[Good First Issue][NNCF]: Support transposed input for data-aware weight compression methods #3230

ljaljushkin · 2025-01-30T13:55:46Z

Context

Matmul operation in OpenVINO assumes an implicit shape alignment for input arguments. It applies transpositions specified by optional transpose_a and transpose_b attributes: OV spec.
Currently, weight compression in NNCF does not support transpose_a=True.
Here's the check and test.
Potentially, it affects Mixed-Precision, AWQ, Scale Estimation and Lora Correction algorithms.

What needs to be done?

The task is to enable data-aware weight compression methods (Mixed-Precision, AWQ, Scale Estimation, Lora Correction) for models with transposed input matrix multiplications.
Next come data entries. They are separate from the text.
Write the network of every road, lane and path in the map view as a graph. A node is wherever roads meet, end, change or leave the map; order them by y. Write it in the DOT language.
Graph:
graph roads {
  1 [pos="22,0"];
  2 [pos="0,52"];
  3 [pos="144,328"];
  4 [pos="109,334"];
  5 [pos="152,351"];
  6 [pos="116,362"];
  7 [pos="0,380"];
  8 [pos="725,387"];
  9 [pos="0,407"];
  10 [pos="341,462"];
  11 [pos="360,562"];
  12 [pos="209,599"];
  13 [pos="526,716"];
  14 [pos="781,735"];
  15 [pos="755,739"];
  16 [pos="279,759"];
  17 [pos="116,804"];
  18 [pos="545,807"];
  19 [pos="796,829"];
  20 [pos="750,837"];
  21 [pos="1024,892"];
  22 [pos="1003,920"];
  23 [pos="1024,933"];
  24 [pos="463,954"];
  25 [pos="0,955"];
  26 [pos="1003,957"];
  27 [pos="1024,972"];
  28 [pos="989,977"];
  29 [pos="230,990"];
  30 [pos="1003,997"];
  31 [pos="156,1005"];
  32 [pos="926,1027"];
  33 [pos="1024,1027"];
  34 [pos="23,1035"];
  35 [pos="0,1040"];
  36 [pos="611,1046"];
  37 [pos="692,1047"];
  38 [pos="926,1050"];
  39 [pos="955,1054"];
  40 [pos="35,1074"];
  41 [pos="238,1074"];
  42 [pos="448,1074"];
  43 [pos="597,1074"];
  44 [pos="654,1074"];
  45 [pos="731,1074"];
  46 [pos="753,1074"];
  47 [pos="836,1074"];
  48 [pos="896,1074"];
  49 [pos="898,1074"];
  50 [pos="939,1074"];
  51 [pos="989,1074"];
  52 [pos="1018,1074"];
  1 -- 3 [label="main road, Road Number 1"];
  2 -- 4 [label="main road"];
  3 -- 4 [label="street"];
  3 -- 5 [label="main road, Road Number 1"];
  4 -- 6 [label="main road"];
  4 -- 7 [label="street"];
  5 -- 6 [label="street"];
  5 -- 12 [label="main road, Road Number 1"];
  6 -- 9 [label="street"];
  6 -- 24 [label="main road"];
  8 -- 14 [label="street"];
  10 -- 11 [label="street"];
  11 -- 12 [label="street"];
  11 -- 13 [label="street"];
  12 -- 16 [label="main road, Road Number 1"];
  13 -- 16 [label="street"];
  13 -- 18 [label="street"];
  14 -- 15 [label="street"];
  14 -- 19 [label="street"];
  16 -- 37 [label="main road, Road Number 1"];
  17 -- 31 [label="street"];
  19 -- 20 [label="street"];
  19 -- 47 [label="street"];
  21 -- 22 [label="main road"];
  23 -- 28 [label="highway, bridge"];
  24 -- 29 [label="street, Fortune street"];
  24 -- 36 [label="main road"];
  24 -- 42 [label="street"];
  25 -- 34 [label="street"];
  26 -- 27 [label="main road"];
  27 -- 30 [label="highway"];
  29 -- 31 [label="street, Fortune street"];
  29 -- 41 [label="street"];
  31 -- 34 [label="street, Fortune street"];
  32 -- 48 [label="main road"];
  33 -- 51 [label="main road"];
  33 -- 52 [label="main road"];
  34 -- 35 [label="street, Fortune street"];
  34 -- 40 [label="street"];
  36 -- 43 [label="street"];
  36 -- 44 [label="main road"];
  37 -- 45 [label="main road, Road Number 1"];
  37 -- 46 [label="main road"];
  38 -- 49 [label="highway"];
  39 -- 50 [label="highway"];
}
At least one function process_stats should be corrected, check - removed.
test should pass and be a templated one in order to check OV and Torch backend at once.
Tests that used LMLinearModel with transpose_a=False by default should pass with transpose_a=True.

Ticket

No response

The text was updated successfully, but these errors were encountered:

rk119 · 2025-01-30T14:56:28Z

.take

github-actions · 2025-01-30T14:56:43Z

Thank you for looking into this issue! Please let us know if you have any questions or require any help.

rk119 · 2025-02-03T11:28:19Z

Hi @ljaljushkin,

I have started working on this issue. While investigating on why transpose_a=True gives an error and understanding how to solve it, I noticed something for now and would like to clarify it.

The model in test_compression_with_transposed_activations generates the following NNCF Graphs in compress_weights_impl:

Case 1 -> transpose_a = False, transpose_b = True (presently supported)

input shape: [1,24,16] # batch, seq_length, hidden dim

hidden: 16

output: 32

weight = [32, 16] # [out, hdim] for inner dimensions to match after transpose and then multiply

pass to matmul(input, weight, transpose_a=False, transpose_b=True):

input is the same as [1,24,16]

weight is transposed to [16, 32]

matrix-matrix multiplication output = [1, 24, 32]

Case 2 -> transpose_a = True, transpose_b = False

input shape: [1,24,16]

hidden: 24

output: 32

weight = [24, 32] # [hdim, out] for inner dimensions to match after transpose of input and then multiply

pass to matmul(input, weight, transpose_a=True, transpose_b=False):

input is transposed to [1, 16, 24] # according to openvino docs

weight is the same as [24, 32]

matrix-matrix multiplication output = [1, 16, 32]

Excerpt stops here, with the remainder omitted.